Jungian psychologist Mitch Walker has long warned that gay rights cannot be our ultimate aim. Sometimes he has sounded shrill. In 1976 he wrote, “The Homophile Movement for Equality is a dead thing: dead to the vision, anti-magickal [sic], counter-revolutionary. Its spokespeople and theorists shun the roots (the radical, [which is the] source of nurturance and understanding) in favor of surface values: the social norm, success, integration, acceptance, assimilation. Its shallow reality suffocates the vision in us, co-opting gay people and vitiating the creativity and potential of the Gay Movement” (Visionary Love). Was that too strong? Of course. But he had a point.

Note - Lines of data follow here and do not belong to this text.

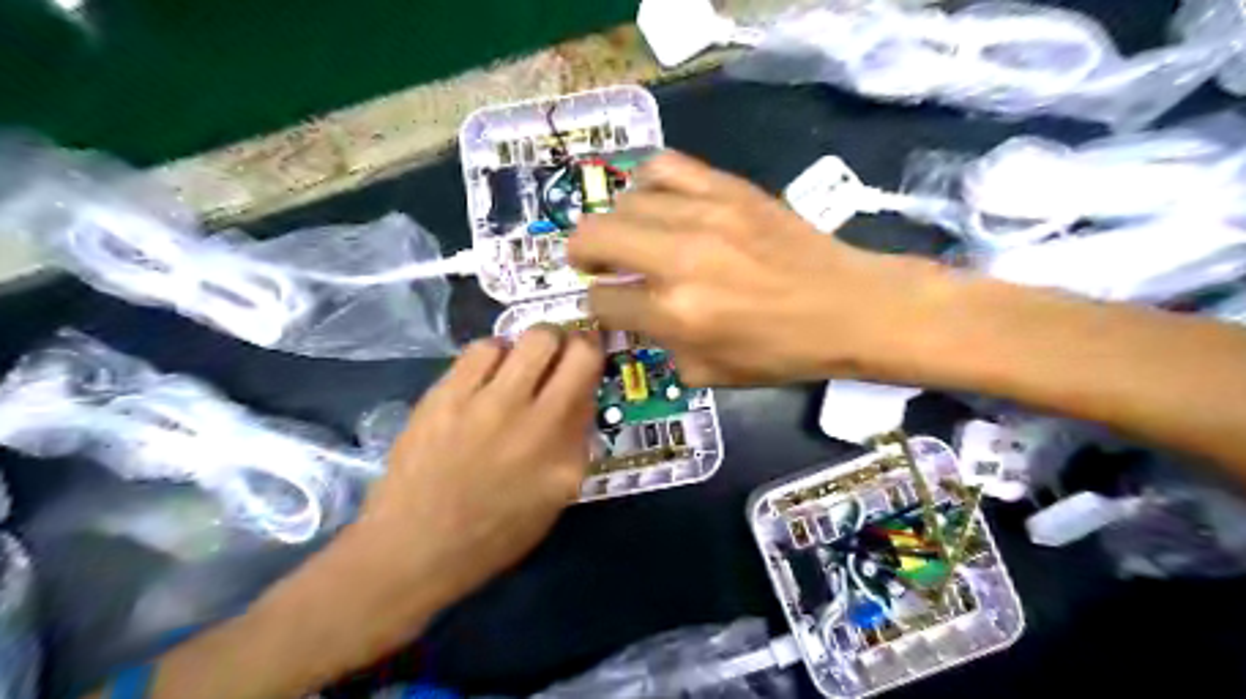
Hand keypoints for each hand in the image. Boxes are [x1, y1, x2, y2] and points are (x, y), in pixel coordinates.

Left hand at [349, 327, 602, 612]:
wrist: (414, 547)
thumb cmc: (492, 533)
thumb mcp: (554, 499)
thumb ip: (575, 444)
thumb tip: (579, 394)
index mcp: (566, 454)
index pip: (592, 380)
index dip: (594, 358)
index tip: (586, 358)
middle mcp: (536, 422)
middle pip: (570, 347)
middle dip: (572, 341)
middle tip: (560, 354)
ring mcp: (489, 405)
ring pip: (531, 338)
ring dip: (534, 345)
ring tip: (520, 364)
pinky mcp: (447, 395)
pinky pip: (484, 348)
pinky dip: (494, 353)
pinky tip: (486, 374)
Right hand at [569, 150, 918, 385]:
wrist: (847, 306)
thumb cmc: (780, 351)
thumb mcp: (710, 373)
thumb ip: (660, 346)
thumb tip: (634, 318)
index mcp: (675, 314)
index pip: (603, 300)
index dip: (600, 306)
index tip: (612, 304)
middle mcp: (678, 259)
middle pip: (594, 236)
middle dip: (584, 255)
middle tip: (596, 264)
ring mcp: (703, 215)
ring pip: (623, 201)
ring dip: (617, 223)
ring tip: (631, 235)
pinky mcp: (727, 187)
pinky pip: (664, 166)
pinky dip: (646, 183)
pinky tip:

Today he writes more temperately. “Reconciling to one’s same-sex-loving orientation and forging a ‘healthy gay identity’ which is socially successful,” he writes, is not enough. Yes, they are “absolutely pivotal steps in appropriate self-empowerment.” But they do not heal all the damage of “growing up alone in a hateful, alien world.” Nor do they heal the constant abrasion of having to prove our worth to “a social universe which is still vastly inhumanely biased against” our homosexuality (Gay Liberation at a Psychological Crossroads). We gays can get caught up in pursuit of money, fame, and power just to prove that we matter. But the real value we bring to society is not that. It is something far richer and deeper.

In other words, guys, we’ve got work to do. Psychological work. Spiritual work. We have labors we are called to complete. We must go down deep into the psyche. We have to get in there with our bare hands and our bare hearts and our bare guts. We need to wrestle malformed monsters, the monsters of our personal histories, the monsters of our social collective. We must wrestle till we can rescue all the parts of ourselves that we and our society have consigned to Hades.

Being exiled is not our choice. Taking the hero’s journey is.